* What is being asked *
The full listing, copied exactly, is the required output.

* Data section *
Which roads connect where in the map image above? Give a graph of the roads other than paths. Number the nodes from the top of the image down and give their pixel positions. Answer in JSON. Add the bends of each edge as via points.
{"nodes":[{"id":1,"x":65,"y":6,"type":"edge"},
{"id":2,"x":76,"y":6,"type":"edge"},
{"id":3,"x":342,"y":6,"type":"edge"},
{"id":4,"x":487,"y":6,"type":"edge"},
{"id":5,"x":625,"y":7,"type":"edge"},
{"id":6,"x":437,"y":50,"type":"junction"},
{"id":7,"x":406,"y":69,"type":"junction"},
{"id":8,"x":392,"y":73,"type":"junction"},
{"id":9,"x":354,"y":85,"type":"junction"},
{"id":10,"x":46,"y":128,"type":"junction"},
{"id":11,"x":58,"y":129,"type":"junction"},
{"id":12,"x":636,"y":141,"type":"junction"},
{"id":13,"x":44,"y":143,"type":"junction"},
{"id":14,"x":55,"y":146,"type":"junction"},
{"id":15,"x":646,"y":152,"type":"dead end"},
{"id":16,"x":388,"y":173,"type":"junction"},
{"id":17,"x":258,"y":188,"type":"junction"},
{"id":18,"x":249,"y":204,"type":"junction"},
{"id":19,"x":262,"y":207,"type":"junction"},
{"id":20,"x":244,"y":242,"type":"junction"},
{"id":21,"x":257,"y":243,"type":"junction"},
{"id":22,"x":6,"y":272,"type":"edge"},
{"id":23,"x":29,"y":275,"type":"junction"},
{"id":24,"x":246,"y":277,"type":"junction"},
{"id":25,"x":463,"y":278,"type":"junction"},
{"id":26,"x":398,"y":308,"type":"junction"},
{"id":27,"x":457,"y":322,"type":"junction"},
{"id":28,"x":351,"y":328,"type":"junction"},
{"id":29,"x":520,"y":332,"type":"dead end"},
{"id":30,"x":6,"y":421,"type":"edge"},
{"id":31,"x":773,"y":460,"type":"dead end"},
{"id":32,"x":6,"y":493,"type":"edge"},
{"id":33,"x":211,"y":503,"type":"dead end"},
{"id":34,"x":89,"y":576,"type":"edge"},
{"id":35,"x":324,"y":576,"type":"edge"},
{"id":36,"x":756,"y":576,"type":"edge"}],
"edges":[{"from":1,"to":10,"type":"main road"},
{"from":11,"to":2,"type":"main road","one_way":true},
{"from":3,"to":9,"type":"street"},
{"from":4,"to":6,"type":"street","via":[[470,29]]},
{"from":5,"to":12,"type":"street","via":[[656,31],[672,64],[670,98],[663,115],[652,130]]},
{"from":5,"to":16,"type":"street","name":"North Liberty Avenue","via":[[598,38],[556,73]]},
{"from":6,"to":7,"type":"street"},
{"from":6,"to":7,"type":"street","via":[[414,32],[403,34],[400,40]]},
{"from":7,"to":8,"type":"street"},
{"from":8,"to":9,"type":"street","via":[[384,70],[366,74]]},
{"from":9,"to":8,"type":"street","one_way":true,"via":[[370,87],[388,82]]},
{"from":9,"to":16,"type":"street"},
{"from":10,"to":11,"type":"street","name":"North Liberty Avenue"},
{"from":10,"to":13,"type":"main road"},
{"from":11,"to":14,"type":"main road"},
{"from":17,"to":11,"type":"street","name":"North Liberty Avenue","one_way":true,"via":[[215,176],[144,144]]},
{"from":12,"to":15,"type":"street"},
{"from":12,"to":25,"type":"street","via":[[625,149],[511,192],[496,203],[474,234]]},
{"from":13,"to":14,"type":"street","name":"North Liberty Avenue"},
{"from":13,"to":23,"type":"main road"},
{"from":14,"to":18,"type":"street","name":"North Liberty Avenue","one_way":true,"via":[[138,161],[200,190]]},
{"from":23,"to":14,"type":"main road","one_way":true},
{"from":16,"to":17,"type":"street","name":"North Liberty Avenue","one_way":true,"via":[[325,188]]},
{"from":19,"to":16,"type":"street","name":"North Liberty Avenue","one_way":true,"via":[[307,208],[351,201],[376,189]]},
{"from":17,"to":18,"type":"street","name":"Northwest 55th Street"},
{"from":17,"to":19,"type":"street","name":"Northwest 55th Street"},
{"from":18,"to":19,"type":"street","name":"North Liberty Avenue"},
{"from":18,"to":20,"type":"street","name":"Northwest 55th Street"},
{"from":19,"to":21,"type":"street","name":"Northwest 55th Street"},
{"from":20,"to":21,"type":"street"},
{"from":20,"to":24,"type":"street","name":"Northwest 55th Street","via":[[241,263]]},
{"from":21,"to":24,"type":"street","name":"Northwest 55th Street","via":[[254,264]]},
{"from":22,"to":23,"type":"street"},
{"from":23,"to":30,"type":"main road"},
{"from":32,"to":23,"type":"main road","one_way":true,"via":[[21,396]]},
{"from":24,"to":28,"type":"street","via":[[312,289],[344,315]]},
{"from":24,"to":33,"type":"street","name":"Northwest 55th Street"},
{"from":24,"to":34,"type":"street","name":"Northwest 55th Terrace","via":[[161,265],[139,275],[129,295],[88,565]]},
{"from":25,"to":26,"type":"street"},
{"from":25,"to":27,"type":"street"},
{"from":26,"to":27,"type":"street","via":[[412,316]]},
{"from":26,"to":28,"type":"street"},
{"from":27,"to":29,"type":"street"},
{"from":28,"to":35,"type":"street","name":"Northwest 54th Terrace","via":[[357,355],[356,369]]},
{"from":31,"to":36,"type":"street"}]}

* The completed task *
Which roads connect where in the map image above? Give a graph of the roads other than paths. Number the nodes from the top of the image down and give their pixel positions. Answer in JSON. Add the bends of each edge as via points.
{"nodes":[{"id":1,"x":65,"y":6,"type":"edge"},
{"id":2,"x":76,"y":6,"type":"edge"},
{"id":3,"x":342,"y":6,"type":"edge"},
{"id":4,"x":487,"y":6,"type":"edge"},
{"id":5,"x":625,"y":7,"type":"edge"},
{"id":6,"x":437,"y":50,"type":"junction"},
{"id":7,"x":406,"y":69,"type":"junction"},
{"id":8,"x":392,"y":73,"type":"junction"},
{"id":9,"x":354,"y":85,"type":"junction"},
{"id":10,"x":46,"y":128,"type":"junction"},
{"id":11,"x":58,"y":129,"type":"junction"},
{"id":12,"x":636,"y":141,"type":"junction"},
{"id":13,"x":44,"y":143,"type":"junction"},
{"id":14,"x":55,"y":146,"type":"junction"},
{"id":15,"x":646,"y":152,"type":"dead end"},
{"id":16,"x":388,"y":173,"type":"junction"},
{"id":17,"x":258,"y":188,"type":"junction"},
{"id":18,"x":249,"y":204,"type":"junction"},
{"id":19,"x":262,"y":207,"type":"junction"},
{"id":20,"x":244,"y":242,"type":"junction"},
{"id":21,"x":257,"y":243,"type":"junction"},
{"id":22,"x":6,"y":272,"type":"edge"},
{"id":23,"x":29,"y":275,"type":"junction"},
{"id":24,"x":246,"y":277,"type":"junction"},
{"id":25,"x":463,"y":278,"type":"junction"},
{"id":26,"x":398,"y":308,"type":"junction"},
{"id":27,"x":457,"y":322,"type":"junction"},
{"id":28,"x":351,"y":328,"type":"junction"},
{"id":29,"x":520,"y":332,"type":"dead end"},
{"id":30,"x":6,"y":421,"type":"edge"},
{"id":31,"x":773,"y":460,"type":"dead end"},
{"id":32,"x":6,"y":493,"type":"edge"},
{"id":33,"x":211,"y":503,"type":"dead end"},
{"id":34,"x":89,"y":576,"type":"edge"},
{"id":35,"x":324,"y":576,"type":"edge"},
{"id":36,"x":756,"y":576,"type":"edge"}],
"edges":[{"from":1,"to":10,"type":"main road"},
{"from":11,"to":2,"type":"main road","one_way":true},
{"from":3,"to":9,"type":"street"},
{"from":4,"to":6,"type":"street","via":[[470,29]]},
{"from":5,"to":12,"type":"street","via":[[656,31],[672,64],[670,98],[663,115],[652,130]]},
{"from":5,"to":16,"type":"street","name":"North Liberty Avenue","via":[[598,38],[556,73]]},
{"from":6,"to":7,"type":"street"},
{"from":6,"to":7,"type":"street","via":[[414,32],[403,34],[400,40]]},
{"from":7,"to":8,"type":"street"},
{"from":8,"to":9,"type":"street","via":[[384,70],[366,74]]},
{"from":9,"to":8,"type":"street","one_way":true,"via":[[370,87],[388,82]]},
{"from":9,"to":16,"type":"street"},
{"from":10,"to":11,"type":"street","name":"North Liberty Avenue"},
{"from":10,"to":13,"type":"main road"},
{"from":11,"to":14,"type":"main road"},
{"from":17,"to":11,"type":"street","name":"North Liberty Avenue","one_way":true,"via":[[215,176],[144,144]]},
{"from":12,"to":15,"type":"street"},
{"from":12,"to":25,"type":"street","via":[[625,149],[511,192],[496,203],[474,234]]},
{"from":13,"to":14,"type":"street","name":"North Liberty Avenue"},
{"from":13,"to":23,"type":"main road"},
{"from":14,"to":18,"type":"street","name":"North Liberty Avenue","one_way":true,"via":[[138,161],[200,190]]},
{"from":23,"to":14,"type":"main road","one_way":true},
{"from":16,"to":17,"type":"street","name":"North Liberty Avenue","one_way":true,"via":[[325,188]]},
{"from":19,"to":16,"type":"street","name":"North Liberty Avenue","one_way":true,"via":[[307,208],[351,201],[376,189]]},
{"from":17,"to":18,"type":"street","name":"Northwest 55th Street"},
{"from":17,"to":19,"type":"street","name":"Northwest 55th Street"},
{"from":18,"to":19,"type":"street","name":"North Liberty Avenue"},
{"from":18,"to":20,"type":"street","name":"Northwest 55th Street"},
{"from":19,"to":21,"type":"street","name":"Northwest 55th Street"},
{"from":20,"to":21,"type":"street"},
{"from":20,"to":24,"type":"street","name":"Northwest 55th Street","via":[[241,263]]},
{"from":21,"to":24,"type":"street","name":"Northwest 55th Street","via":[[254,264]]},
{"from":22,"to":23,"type":"street"},
{"from":23,"to":30,"type":"main road"},
{"from":32,"to":23,"type":"main road","one_way":true,"via":[[21,396]]},
{"from":24,"to":28,"type":"street","via":[[312,289],[344,315]]},
{"from":24,"to":33,"type":"street","name":"Northwest 55th Street"},
{"from":24,"to":34,"type":"street","name":"Northwest 55th Terrace","via":[[161,265],[139,275],[129,295],[88,565]]},
{"from":25,"to":26,"type":"street"},
{"from":25,"to":27,"type":"street"},
{"from":26,"to":27,"type":"street","via":[[412,316]]},
{"from":26,"to":28,"type":"street"},
{"from":27,"to":29,"type":"street"},
{"from":28,"to":35,"type":"street","name":"Northwest 54th Terrace","via":[[357,355],[356,369]]},
{"from":31,"to":36,"type":"street"}]}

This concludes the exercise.